||A. Aalto x A. Alamommo|| True love [cz. 1/2]

358 37 2
                                    

Kolejny raz wracam później, niż Ci obiecałem. Kolejny raz wracam w dużo gorszym stanie, niż powinienem. Nie chciałem, żebyś po tylu dniach rozłąki, witał mnie kompletnie pijanego. Ale dobrze wiesz, że to jedyny sposób, bym uleczył swoje sumienie przed tym, jak znów spojrzę w Twoje śliczne oczy.

Nie dziwi mnie wyraz zawodu, jakim mnie obdarzają, gdy wchodzę do naszego mieszkania.

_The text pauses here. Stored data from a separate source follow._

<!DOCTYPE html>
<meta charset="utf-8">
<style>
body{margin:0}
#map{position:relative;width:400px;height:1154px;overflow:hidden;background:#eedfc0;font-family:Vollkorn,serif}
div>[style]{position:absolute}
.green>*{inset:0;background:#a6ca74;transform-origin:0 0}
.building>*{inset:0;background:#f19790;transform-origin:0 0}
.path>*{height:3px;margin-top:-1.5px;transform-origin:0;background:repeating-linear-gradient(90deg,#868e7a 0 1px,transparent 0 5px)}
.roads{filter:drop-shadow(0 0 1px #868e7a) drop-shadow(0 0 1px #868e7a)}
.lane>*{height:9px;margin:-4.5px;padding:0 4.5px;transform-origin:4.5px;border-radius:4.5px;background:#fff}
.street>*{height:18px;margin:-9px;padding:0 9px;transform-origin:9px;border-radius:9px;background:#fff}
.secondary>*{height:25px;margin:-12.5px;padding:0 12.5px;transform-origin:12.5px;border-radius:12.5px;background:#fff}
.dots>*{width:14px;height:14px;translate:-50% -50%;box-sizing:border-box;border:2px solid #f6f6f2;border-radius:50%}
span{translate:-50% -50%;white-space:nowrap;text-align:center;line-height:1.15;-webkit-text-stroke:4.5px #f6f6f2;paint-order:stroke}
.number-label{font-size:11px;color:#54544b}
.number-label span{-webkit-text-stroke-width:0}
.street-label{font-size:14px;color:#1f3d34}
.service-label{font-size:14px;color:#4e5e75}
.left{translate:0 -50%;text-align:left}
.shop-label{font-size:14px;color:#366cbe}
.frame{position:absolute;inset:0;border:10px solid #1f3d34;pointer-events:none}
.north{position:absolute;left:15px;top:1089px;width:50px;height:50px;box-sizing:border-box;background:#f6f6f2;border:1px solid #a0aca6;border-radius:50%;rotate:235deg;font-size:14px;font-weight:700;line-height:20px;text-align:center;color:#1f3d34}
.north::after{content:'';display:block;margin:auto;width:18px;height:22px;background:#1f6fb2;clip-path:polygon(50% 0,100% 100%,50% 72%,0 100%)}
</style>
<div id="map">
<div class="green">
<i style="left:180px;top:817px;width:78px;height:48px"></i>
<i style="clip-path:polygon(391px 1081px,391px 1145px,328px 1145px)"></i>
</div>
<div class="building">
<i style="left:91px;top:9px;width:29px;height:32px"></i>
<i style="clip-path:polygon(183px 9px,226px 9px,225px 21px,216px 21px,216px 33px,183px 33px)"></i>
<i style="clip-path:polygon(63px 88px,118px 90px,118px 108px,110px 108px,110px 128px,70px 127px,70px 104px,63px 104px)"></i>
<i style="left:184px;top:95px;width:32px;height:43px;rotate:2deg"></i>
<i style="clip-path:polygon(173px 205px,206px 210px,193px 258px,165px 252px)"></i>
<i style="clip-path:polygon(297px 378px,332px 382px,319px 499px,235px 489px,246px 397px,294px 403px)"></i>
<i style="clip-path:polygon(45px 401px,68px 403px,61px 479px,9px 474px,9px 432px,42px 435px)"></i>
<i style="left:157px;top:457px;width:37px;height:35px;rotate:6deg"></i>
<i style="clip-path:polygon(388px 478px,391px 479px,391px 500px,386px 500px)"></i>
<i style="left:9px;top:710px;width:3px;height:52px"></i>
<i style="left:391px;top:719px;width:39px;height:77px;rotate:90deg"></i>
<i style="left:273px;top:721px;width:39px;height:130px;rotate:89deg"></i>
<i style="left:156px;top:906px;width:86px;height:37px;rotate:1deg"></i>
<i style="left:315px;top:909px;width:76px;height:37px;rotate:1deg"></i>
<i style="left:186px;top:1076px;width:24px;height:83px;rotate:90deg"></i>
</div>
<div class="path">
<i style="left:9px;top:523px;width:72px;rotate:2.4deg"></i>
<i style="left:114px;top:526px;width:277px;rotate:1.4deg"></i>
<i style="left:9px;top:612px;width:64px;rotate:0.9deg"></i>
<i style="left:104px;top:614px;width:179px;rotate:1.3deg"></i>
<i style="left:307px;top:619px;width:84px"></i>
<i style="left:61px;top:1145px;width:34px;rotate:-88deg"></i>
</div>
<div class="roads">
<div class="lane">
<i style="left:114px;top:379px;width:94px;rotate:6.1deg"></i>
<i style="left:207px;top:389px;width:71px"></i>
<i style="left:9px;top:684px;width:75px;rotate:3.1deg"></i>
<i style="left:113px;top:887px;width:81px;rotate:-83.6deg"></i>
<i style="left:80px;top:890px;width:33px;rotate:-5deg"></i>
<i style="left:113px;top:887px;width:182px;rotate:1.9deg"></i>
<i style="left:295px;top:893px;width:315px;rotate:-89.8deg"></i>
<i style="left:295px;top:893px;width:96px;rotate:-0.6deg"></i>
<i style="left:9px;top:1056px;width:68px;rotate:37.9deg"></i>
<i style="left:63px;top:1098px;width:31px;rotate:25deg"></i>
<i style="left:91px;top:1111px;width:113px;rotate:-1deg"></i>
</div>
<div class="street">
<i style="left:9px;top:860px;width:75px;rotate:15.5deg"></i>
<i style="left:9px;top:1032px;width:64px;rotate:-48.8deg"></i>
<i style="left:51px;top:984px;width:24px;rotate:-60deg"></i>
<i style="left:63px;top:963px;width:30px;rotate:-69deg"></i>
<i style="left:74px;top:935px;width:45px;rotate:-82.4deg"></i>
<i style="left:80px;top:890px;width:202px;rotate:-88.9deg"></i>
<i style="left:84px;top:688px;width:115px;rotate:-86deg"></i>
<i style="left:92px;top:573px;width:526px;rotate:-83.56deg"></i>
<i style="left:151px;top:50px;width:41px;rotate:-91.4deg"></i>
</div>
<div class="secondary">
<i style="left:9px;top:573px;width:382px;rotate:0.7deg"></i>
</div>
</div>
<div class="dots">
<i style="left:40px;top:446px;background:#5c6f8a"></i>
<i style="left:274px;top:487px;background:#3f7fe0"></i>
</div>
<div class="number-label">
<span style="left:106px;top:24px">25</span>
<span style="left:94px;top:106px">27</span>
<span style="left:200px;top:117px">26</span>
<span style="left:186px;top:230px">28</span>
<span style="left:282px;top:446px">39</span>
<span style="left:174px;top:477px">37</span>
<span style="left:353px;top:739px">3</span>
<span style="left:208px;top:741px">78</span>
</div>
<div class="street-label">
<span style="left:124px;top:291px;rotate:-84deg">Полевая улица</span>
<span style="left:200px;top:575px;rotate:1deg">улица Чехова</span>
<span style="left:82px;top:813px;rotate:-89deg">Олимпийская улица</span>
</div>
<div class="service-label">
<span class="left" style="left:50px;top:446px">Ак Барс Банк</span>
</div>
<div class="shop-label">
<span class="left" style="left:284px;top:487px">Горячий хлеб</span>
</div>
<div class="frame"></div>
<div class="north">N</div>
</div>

W sumie w tej chwili nic mnie nie dziwi. Nie mam nawet na tyle świadomości, by okazywać jakieś emocje. Ty z resztą też ich nie okazujesz. Akceptujesz mój stan i zdejmujesz sportową torbę z mojego ramienia, odkładając ją gdzieś do kąta. Rozbierasz mnie z kurtki i szalika, a potem bez słowa prowadzisz do sypialni. Zatrzymujemy się w salonie, żebym mógł przywitać się z naszym psem, później idziemy dalej. Sadzasz mnie na łóżku, rozbierasz do samej bielizny, a potem pomagasz się ułożyć i przykrywasz. Kładziesz się obok mnie i czekasz aż zasnę, by mieć pewność, że wszystko ze mną w porządku. Przynajmniej nie musisz czekać długo.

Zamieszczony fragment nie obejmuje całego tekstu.